With the all chatter going on around measuring SOA (including posts from yours truly), I thought it would be helpful to re-surface a post from September 2007 that highlighted the advice given by Ed Kourany, at the time senior director with BEA, and currently SVP/managing director at IdeaIntegration, at one of the final BEAWorld events:
Calculating return on investment is something only a bean-counter can love; it’s a painstaking process, involving many inputs from the business and complex formulas. It’s no wonder, then, that few companies have ROI calculations available for SOA, especially since the return on SOA is still so fuzzy.One expert that has undertaken many such calculations for SOA projects for big clients, however, has this message for enterprises: ‘Don’t sweat the small stuff.’
To calculate SOA ROI, establish a baseline, and don’t sweat the small stuff
While at BEAWorld, I heard BEA’s Ed Kourany put it this way: That calculating the potential ROI of SOA doesn’t have to be exacting exercise down to the penny, but the calculation can be a “just-good-enough number.”
Arriving at ROI calculations is a complex undertaking. “Most organizations don;t need to undertake complex iterative projects for calculating ROI,” Kourany said.
Kourany said there are three drivers to SOA value: business optimization, business agility, and business innovation. Improving time to market is perhaps the greatest source of value that he has seen with his clients. For example, a European auto manufacturer was able to reduce its production cycle time by five percent thanks in part to the introduction of SOA methodologies, resulting in savings of $3.5 million a year. Another client, Prudential, instituted a customer service portal which reduced call center time to the tune of more than $20 million a year.
The key to measuring any future SOA value delivered is to first establish a baseline of the company’s current costs and status, Kourany pointed out. “Where am I at today?”

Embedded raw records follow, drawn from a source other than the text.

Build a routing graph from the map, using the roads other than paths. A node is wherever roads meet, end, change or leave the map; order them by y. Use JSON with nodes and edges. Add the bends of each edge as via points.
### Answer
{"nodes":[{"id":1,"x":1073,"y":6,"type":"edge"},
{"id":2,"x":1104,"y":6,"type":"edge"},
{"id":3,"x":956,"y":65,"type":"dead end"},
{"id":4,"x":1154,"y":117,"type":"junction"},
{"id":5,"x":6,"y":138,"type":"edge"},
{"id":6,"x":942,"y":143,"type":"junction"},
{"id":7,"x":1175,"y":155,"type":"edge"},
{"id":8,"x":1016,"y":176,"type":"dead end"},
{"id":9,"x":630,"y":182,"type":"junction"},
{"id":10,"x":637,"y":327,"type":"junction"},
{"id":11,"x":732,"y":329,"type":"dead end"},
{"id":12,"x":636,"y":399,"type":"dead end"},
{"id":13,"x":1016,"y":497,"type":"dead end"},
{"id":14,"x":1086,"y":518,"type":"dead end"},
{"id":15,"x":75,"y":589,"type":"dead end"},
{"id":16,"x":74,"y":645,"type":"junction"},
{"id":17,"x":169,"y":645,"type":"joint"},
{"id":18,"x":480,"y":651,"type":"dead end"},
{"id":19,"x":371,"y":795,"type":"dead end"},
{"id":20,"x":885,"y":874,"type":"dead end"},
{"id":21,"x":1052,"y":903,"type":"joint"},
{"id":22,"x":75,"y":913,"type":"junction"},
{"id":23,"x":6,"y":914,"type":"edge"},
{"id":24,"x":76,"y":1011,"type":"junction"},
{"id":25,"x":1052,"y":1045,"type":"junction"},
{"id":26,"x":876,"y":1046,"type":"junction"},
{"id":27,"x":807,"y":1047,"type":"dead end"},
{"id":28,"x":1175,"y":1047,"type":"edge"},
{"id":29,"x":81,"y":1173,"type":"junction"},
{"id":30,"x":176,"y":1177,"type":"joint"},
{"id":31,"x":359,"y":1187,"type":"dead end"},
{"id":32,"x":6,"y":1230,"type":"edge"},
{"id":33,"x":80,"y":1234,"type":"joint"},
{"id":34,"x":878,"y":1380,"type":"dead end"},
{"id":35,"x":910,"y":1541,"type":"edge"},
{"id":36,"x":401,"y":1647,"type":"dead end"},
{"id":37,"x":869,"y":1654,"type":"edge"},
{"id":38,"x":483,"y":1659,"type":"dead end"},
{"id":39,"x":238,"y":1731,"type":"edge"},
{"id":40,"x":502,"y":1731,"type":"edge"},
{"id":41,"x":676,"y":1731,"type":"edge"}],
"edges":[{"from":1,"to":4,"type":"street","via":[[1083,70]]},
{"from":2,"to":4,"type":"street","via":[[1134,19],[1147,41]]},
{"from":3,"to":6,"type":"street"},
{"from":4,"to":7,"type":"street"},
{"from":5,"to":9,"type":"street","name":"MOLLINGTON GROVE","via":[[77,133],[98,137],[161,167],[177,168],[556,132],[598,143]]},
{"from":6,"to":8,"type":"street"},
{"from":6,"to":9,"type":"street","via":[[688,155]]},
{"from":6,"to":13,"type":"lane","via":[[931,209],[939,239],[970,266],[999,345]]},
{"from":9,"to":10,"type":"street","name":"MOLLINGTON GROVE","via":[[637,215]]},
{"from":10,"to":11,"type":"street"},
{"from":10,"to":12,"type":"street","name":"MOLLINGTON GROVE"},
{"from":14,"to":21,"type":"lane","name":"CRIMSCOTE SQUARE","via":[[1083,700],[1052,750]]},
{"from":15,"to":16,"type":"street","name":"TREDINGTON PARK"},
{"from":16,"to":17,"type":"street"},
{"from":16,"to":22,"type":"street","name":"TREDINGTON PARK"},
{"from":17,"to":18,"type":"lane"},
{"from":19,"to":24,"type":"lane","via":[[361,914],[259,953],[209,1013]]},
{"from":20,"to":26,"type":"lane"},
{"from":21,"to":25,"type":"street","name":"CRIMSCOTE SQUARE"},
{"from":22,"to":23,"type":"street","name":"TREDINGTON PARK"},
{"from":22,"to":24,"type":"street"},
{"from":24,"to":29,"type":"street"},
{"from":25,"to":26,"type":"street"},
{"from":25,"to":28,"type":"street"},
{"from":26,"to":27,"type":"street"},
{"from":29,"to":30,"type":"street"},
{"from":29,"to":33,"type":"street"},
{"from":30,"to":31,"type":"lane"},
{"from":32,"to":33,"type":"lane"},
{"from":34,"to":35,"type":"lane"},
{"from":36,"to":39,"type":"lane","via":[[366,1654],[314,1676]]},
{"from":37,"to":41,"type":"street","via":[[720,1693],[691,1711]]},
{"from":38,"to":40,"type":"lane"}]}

Part of this involves establishment of a performance model, which shows how well various aspects of the SOA effort are producing. With such granularization, decision makers can “adjust the dials” on parts of the program that may not be up to expectations. “A performance model looks at the lag metrics as well as lead metrics,” he said. And, with the model pinpointing how the effort is going, “‘just-good-enough’ calculations are all a company needs.”